Memoria en un silencio
por Tai y ChiHace ya mucho tiempo de esa historia, pero aun así la recuerdo como si hubiese ocurrido ayer. Es algo grabado en mi retina, algo tan vívido que aún puedo sentir las emociones de esos días. No sé por qué queréis que os lo cuente… aún duele.
Volvía de la milpa al atardecer, debía de ser principios del otoño, si no recuerdo mal, porque era la época de lluvias y las temperaturas no eran demasiado frías. Mi pueblito no tenía más de trescientos o trescientos cincuenta habitantes, nos llevábamos bien entre todos, nos ayudábamos cuando lo necesitábamos, existía la armonía y el respeto, éramos amables y acogedores con los visitantes, de hecho gran parte de los aldeanos por aquella época provenían del oriente y la costa sur de nuestra bella Guatemala. Vivíamos de lo que la Madre nos daba y tampoco necesitábamos mucho más.
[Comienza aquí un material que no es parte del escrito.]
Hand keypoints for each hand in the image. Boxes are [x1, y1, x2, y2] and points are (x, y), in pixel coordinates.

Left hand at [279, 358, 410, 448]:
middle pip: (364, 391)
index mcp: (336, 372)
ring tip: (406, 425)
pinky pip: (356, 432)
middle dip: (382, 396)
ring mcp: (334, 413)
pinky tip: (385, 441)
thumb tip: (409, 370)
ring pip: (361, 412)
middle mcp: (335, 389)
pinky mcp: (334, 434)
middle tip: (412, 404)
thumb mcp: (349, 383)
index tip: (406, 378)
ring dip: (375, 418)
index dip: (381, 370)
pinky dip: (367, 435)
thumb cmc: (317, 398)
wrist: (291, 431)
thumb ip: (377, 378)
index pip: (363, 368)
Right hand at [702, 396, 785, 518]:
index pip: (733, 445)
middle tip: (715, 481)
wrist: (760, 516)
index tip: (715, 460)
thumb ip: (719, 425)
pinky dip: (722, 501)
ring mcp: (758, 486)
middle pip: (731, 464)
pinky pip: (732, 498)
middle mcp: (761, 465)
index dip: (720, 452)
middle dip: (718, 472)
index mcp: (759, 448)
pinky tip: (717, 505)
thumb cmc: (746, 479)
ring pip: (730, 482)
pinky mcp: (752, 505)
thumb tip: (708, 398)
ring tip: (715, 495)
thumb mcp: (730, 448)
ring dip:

Al acercarme a través del bosque, de repente, pude ver una patrulla militar al mando de un subteniente del ejército nacional. Eran unos cuarenta y seis y entre ellos pude distinguir a un menor. Al verlos me escondí: con ellos siempre era lo mejor, mantenerse lo más alejado de ellos si no quieres ser jaleado y pateado, o algo peor.
Oí como el mando les estaba ordenando que se quitasen el uniforme, para ponerse ropa de guerrilleros y una cinta roja en el brazo para distinguirse entre ellos. Empecé a temer lo peor, pensé en mi esposa, en mis hijos… en el pueblo. Pero no podía acercarme a la aldea sin que me viesen.
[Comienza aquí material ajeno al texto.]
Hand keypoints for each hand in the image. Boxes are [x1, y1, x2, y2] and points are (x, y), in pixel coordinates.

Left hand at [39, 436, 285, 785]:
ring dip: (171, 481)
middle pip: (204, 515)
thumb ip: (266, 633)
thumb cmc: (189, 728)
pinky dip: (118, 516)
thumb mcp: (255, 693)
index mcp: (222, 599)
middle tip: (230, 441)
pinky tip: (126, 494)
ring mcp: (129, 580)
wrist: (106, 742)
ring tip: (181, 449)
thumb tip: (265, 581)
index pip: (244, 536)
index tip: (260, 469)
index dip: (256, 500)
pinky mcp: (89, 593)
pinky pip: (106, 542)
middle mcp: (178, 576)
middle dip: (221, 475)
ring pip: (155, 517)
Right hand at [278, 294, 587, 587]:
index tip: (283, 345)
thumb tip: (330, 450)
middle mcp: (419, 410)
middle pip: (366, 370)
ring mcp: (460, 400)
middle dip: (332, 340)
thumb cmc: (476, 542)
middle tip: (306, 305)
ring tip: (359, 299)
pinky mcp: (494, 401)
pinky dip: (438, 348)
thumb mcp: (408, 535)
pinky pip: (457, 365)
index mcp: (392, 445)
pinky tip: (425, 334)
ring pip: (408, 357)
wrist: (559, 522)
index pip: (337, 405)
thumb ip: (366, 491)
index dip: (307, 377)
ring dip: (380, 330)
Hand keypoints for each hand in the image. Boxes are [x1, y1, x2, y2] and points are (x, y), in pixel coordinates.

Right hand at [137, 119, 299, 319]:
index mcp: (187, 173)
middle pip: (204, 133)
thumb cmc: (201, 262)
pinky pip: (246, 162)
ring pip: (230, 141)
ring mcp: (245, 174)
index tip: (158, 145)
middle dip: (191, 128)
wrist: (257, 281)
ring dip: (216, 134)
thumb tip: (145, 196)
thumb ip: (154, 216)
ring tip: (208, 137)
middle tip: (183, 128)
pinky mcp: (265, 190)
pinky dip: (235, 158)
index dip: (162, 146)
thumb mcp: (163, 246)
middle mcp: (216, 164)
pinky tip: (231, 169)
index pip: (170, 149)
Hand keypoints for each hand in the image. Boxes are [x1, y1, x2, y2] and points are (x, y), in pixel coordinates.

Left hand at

Se dividieron en grupos de nueve hombres, y se subieron a dos camiones civiles que los llevaron a la aldea que ya no quedaba muy lejos. Los seguí atravesando la selva como si el mismísimo Ah Puch me siguiese.
Pero al llegar, vi como los kaibiles habían entrado en la aldea y estaban yendo de casa en casa sacando a las gentes y formando dos grupos. A las mujeres y los niños los metieron en la iglesia y a los hombres en la escuela; a alguno de estos, un grupo de ellos, los llevaban aparte y los interrogaban. El resto se dedicaron a saquear las casas, cogiendo las pocas cosas que hubiese de valor y destrozando todo aquello que no les servía.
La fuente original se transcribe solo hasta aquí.